Cream or Sugar?
As I sit here with my fourth cup of tea for the day, I’m feeling pretty pleased that I didn’t put any milk, sugar, or other “calories” in it thanks to research from the National Health and Nutrition Examination Survey.
The survey included 13,185 adults who reported drinking coffee and 6,215 who reported drinking tea in the 24 hours prior to being surveyed, according to an article from ScienceDaily. Those numbers amount to about 51 percent of U.S. adults drinking coffee and 26 drinking tea on any given day.
The study looked at more than just who drank coffee or tea, however. In addition, it considered what people add to their coffee and tea. Examples of add-ins were sugar (or sugar substitutes), cream (or cream substitutes), half and half, whole or reduced-fat milk, and honey.

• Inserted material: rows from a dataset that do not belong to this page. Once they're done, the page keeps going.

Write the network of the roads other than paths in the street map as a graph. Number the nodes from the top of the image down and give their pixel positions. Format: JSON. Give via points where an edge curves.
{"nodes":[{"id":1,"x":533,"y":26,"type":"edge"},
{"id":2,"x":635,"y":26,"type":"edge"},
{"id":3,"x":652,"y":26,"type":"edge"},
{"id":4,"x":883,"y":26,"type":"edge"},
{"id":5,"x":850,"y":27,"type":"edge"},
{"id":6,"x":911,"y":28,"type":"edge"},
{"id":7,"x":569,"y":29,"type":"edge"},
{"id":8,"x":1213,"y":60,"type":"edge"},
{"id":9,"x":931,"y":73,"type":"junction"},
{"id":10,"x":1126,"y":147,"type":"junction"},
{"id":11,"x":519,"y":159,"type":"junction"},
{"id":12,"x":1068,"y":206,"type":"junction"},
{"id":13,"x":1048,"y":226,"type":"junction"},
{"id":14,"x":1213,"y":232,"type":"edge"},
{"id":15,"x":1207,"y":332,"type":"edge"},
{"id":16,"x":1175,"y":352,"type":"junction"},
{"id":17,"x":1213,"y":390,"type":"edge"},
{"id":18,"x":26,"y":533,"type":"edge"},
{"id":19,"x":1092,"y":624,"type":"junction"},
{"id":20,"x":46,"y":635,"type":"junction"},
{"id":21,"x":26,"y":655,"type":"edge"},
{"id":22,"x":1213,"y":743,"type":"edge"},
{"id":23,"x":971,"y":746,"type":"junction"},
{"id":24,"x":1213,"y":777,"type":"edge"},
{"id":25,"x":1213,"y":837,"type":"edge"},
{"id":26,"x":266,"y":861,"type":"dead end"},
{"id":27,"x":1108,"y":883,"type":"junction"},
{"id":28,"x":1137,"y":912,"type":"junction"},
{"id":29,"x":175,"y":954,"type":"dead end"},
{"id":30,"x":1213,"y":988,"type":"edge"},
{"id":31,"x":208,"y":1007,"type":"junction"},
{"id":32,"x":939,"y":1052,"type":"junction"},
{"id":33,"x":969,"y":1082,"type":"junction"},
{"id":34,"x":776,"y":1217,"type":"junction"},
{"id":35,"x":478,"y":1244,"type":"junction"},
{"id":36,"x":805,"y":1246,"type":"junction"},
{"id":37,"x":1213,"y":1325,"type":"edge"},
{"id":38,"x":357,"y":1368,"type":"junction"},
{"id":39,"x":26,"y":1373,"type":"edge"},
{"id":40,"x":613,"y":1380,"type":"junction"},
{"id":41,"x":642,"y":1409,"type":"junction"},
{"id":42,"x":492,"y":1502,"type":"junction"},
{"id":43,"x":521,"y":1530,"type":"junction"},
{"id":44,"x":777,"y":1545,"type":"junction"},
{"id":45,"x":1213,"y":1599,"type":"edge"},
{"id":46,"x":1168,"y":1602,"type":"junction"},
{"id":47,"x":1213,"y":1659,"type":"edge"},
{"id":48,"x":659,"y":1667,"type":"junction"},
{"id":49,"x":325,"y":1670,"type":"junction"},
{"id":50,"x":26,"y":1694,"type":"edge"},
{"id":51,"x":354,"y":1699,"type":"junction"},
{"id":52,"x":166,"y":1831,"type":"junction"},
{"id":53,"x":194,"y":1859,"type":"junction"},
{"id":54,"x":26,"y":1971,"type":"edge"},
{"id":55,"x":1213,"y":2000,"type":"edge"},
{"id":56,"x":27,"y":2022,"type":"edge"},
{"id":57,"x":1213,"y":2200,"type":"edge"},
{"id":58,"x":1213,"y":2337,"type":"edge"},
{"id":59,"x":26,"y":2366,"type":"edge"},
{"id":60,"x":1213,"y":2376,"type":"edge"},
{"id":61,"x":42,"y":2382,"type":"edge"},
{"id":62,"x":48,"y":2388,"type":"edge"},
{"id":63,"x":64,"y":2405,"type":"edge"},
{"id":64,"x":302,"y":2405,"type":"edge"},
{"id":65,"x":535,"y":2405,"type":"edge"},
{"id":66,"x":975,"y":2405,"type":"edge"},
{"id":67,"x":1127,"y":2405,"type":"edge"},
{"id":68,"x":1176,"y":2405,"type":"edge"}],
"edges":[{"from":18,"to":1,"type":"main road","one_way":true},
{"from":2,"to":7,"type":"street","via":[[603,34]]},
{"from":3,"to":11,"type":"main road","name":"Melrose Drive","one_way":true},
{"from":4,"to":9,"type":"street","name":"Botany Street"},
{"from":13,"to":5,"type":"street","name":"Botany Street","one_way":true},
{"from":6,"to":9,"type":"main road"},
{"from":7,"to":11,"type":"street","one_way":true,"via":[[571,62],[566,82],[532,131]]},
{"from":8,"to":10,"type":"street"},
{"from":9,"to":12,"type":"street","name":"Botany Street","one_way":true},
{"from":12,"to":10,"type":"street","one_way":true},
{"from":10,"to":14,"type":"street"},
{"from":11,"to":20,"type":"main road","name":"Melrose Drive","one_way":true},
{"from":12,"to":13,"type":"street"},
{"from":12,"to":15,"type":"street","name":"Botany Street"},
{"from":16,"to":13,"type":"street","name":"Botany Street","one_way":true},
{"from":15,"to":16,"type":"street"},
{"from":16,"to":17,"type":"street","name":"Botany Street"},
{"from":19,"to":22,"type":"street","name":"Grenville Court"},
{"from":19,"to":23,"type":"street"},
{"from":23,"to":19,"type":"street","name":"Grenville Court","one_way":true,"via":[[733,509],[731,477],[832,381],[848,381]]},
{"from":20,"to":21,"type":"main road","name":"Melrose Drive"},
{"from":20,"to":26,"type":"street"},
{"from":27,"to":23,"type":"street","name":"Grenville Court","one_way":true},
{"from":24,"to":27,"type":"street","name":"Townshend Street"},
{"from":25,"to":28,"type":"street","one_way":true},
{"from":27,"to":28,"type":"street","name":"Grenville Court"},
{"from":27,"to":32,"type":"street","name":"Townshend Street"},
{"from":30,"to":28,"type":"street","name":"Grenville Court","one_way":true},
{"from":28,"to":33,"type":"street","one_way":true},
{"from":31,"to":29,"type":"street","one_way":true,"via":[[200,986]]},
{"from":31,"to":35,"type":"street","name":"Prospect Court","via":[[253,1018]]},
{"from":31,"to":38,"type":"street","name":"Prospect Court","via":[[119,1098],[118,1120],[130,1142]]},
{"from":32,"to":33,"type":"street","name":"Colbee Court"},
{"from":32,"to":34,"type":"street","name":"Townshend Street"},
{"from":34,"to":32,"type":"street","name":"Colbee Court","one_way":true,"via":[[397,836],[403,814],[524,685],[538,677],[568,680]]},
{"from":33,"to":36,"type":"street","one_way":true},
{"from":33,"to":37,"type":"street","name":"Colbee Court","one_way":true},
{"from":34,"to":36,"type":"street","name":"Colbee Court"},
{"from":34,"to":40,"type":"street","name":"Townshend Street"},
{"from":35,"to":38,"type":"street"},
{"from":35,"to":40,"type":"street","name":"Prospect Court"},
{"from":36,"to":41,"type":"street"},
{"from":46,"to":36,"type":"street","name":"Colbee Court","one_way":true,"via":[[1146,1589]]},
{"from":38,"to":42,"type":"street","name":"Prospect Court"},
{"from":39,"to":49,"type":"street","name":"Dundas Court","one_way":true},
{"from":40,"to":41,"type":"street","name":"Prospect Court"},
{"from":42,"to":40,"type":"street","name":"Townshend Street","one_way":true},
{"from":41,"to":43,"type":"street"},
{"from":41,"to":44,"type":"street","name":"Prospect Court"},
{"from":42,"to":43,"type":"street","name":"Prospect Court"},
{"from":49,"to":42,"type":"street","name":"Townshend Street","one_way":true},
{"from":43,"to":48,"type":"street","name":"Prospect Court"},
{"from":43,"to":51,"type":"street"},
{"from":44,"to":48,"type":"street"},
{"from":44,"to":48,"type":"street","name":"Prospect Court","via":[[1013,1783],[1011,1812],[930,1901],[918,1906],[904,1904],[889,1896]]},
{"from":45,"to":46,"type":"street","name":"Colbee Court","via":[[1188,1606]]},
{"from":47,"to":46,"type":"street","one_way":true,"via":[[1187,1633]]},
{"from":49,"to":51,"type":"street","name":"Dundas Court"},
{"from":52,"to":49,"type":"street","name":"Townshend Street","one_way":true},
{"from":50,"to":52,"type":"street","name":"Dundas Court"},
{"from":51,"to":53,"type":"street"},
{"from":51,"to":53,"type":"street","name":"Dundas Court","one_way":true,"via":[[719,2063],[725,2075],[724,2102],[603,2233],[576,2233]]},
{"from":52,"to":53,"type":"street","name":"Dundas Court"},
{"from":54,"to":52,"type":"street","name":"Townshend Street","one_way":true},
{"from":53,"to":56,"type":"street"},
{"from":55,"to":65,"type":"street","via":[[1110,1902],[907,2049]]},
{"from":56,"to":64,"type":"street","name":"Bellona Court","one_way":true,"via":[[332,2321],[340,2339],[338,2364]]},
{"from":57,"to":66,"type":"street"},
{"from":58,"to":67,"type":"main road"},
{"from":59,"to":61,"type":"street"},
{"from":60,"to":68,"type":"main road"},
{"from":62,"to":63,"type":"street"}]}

Here at IEEE GlobalSpec, we have the most amazing coffee machine I’ve ever seen, and it has an abundance of options for how it will serve you your coffee. Most people seem to tend toward actual coffee, whereas I (if I’m drinking coffee) get the nearly-coffee-less French Vanilla that’s more sugar than coffee—but, I prefer my tea black.
It would seem I’m not alone in my “coffee” preferences, as the study found “many people prefer drinking coffee and tea with add-ins like sugar or cream” that are “dense in energy and fat but low in nutritional value.” While milk products might seem like they add value, the amount is negligible according to researchers, and sugary syrups offer us even less.
The study shows “those who drink their coffee black consume about 69 fewer total calories per day, on average, than those who add sweeteners, cream or other substances to their coffee.” Tea drinkers tended to add fewer “calorie-dense” substances to their tea, but those that did averaged about 43 more calories per day. The amount of calories seems tiny, but researchers say it can add up day after day—especially when we aren’t programmed to think about ‘drinking’ our calories.
All in all, the researchers don’t condemn drinking coffee with milk or sugar, they simply remind us to take those add-ins into account when managing our diets. So, bearing this information in mind, do you think you’ll add cream and sugar to your next cup of joe? Or pat yourself on the back for taking yours black?